:: Provided records

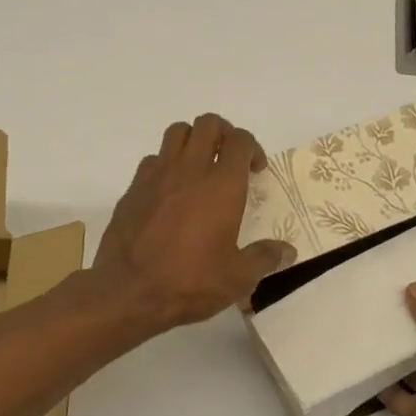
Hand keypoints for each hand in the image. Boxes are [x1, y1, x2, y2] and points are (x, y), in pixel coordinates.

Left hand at [91, 113, 296, 332]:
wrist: (128, 291)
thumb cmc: (190, 282)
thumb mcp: (237, 278)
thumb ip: (264, 258)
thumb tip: (287, 251)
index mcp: (222, 185)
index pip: (240, 140)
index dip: (252, 148)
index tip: (255, 171)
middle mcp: (190, 169)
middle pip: (208, 124)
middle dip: (224, 133)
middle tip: (229, 159)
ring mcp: (157, 175)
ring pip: (177, 132)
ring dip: (193, 140)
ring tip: (200, 167)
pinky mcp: (133, 188)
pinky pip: (154, 159)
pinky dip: (166, 164)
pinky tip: (170, 192)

::::

The data must be repeated exactly. Any pictures in it are to be left out.

* [Result]
Hand keypoints for each hand in the image. Boxes are [x1, y1, x2, y2] and points are (x, y), in pixel coordinates.

Left hand at [91, 113, 296, 332]:
wrist: (128, 291)
thumb cmc: (190, 282)
thumb mcp: (237, 278)
thumb ip: (264, 258)
thumb tip: (287, 251)
index mcp: (222, 185)
index pip: (240, 140)
index dip: (252, 148)
index tip: (255, 171)
middle mcp: (190, 169)
middle pip: (208, 124)
middle dip: (224, 133)
middle tip: (229, 159)
ring mcp: (157, 175)
ring pip: (177, 132)
ring dip: (193, 140)
ring tip: (200, 167)
pinky mcp: (133, 188)
pinky pip: (154, 159)
pinky dip: (166, 164)
pinky tip: (170, 192)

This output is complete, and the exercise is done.